> [Task to complete]:
Only lines with the string "Нахимова" are wanted. Pull them out of the data.

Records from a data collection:
============
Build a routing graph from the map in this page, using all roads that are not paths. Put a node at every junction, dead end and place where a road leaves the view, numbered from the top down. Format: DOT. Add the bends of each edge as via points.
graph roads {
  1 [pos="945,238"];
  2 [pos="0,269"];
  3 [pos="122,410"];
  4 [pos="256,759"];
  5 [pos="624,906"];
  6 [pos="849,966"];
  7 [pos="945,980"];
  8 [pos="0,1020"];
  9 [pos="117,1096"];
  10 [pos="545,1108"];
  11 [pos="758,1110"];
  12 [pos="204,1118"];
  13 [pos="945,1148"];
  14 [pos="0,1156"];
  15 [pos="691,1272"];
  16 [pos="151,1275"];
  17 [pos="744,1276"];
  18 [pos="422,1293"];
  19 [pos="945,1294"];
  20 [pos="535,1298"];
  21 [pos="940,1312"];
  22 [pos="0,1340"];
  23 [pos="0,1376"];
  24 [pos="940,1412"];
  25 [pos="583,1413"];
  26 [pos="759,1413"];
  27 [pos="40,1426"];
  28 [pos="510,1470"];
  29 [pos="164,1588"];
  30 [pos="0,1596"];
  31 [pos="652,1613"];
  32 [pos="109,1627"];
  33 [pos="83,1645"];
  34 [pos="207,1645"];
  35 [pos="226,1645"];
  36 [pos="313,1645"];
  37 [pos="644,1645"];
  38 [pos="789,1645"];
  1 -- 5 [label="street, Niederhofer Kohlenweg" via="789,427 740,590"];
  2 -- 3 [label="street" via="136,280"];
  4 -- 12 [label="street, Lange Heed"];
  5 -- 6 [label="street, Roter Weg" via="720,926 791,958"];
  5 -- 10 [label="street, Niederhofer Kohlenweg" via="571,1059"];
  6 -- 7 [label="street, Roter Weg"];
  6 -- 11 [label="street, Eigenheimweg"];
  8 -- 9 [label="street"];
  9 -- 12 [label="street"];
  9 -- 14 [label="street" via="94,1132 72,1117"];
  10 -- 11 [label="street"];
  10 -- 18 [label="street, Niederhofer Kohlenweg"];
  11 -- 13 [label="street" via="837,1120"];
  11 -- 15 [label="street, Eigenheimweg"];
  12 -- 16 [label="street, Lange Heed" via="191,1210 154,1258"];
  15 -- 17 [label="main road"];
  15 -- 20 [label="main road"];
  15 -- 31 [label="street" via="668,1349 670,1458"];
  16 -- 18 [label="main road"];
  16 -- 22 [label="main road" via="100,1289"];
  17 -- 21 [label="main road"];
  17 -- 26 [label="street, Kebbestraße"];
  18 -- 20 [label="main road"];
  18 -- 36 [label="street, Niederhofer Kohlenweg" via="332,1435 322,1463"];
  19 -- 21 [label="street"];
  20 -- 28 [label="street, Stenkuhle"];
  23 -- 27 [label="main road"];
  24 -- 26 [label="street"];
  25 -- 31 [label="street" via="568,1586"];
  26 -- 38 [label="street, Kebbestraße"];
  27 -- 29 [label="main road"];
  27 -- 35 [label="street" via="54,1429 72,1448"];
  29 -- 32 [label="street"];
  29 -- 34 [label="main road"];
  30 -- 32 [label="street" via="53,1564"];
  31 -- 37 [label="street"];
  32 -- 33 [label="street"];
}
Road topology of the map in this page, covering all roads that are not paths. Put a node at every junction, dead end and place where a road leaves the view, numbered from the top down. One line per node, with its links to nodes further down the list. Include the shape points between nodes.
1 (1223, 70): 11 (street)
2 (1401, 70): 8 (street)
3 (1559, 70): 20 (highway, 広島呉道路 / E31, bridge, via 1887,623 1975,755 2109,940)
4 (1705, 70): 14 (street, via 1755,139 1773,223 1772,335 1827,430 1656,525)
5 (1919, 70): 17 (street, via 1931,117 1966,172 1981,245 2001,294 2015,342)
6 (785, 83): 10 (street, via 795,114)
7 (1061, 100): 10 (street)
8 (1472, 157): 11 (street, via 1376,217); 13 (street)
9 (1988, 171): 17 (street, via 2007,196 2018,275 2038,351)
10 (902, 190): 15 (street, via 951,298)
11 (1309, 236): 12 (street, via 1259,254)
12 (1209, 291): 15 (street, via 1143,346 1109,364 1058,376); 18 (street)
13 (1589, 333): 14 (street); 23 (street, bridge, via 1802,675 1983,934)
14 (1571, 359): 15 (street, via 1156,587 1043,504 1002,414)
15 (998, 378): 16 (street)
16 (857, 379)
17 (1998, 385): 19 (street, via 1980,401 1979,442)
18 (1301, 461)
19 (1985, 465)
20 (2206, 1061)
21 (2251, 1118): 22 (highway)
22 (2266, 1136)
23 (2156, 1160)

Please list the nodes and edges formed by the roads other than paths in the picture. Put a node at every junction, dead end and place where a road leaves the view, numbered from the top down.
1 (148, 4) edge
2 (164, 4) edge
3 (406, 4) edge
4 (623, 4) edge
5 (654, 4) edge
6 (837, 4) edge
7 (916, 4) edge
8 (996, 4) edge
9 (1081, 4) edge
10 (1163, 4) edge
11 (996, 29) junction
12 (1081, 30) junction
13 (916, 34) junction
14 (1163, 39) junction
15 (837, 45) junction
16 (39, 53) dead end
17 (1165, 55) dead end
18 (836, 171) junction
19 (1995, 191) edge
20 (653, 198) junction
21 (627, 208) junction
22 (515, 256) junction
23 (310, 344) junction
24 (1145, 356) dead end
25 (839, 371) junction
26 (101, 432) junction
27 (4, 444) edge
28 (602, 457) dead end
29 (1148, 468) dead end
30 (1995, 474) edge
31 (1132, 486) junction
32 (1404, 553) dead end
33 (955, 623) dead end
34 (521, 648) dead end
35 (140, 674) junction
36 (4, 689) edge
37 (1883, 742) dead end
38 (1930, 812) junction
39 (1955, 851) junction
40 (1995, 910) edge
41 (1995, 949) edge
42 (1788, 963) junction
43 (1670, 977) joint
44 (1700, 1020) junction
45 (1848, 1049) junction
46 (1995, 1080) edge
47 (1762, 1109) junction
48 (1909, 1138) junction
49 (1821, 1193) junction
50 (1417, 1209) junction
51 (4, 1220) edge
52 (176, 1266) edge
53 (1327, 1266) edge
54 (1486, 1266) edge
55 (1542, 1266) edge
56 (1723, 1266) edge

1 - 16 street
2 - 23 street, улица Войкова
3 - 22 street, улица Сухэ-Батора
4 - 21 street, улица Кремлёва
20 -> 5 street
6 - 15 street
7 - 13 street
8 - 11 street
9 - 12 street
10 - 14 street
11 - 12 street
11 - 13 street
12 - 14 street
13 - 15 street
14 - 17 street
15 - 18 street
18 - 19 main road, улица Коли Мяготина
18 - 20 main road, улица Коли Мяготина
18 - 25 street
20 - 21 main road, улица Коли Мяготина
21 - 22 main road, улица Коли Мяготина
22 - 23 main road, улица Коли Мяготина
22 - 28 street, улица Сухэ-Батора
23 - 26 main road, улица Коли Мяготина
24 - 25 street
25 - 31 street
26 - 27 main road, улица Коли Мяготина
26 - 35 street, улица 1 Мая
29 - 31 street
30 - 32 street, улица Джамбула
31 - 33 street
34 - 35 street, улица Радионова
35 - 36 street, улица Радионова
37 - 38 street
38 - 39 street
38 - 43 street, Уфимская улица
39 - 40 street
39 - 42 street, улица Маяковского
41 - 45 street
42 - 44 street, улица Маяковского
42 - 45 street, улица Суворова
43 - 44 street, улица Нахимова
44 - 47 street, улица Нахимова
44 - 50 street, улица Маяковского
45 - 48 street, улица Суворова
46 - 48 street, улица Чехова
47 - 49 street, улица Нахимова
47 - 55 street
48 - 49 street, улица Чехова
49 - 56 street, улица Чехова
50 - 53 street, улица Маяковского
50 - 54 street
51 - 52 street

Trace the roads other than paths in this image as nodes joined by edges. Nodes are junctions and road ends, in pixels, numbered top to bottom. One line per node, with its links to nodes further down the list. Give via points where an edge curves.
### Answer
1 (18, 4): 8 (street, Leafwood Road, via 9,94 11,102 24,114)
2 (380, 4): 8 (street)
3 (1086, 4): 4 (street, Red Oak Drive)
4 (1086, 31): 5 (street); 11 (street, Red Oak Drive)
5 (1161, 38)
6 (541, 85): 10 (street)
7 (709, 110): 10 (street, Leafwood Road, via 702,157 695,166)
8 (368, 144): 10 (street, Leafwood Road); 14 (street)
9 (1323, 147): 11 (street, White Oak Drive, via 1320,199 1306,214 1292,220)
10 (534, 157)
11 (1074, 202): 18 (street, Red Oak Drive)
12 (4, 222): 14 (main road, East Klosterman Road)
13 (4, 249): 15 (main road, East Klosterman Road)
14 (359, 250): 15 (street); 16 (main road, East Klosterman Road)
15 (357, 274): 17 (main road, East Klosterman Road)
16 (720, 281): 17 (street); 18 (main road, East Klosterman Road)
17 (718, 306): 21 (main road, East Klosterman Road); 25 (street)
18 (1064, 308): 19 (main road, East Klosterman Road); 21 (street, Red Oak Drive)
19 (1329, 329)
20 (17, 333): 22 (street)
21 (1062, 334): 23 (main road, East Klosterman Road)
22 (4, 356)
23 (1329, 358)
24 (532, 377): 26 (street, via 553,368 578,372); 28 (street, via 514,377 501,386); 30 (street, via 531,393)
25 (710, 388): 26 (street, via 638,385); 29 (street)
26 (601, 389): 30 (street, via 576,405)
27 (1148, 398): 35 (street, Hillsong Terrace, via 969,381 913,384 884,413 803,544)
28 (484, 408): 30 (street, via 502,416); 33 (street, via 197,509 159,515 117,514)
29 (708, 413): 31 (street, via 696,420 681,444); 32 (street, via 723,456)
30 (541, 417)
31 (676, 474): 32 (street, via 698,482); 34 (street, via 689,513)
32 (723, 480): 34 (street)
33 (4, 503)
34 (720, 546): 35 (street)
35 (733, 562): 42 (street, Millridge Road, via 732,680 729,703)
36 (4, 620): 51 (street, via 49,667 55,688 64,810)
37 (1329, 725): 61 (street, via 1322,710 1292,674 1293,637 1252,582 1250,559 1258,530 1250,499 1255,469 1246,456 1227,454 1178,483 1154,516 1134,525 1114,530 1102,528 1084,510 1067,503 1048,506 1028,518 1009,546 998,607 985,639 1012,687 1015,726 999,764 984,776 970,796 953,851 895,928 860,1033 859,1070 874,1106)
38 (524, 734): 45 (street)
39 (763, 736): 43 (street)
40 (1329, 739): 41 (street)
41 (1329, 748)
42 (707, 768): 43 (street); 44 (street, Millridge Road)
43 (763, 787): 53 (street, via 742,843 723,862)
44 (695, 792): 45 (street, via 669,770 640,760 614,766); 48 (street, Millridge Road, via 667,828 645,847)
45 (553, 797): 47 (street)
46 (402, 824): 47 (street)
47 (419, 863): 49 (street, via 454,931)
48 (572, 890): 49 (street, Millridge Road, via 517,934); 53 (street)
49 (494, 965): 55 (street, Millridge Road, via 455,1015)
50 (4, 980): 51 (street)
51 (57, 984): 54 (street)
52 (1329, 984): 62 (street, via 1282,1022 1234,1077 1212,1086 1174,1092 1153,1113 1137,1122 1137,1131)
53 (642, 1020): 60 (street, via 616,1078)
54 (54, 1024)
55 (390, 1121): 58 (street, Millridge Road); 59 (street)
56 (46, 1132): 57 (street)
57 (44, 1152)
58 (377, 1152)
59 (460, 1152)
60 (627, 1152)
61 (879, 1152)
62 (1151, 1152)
============
> [Answer to the exercise]:
43 - 44 street, улица Нахимова
44 - 47 street, улица Нахимова
47 - 49 street, улица Нахимова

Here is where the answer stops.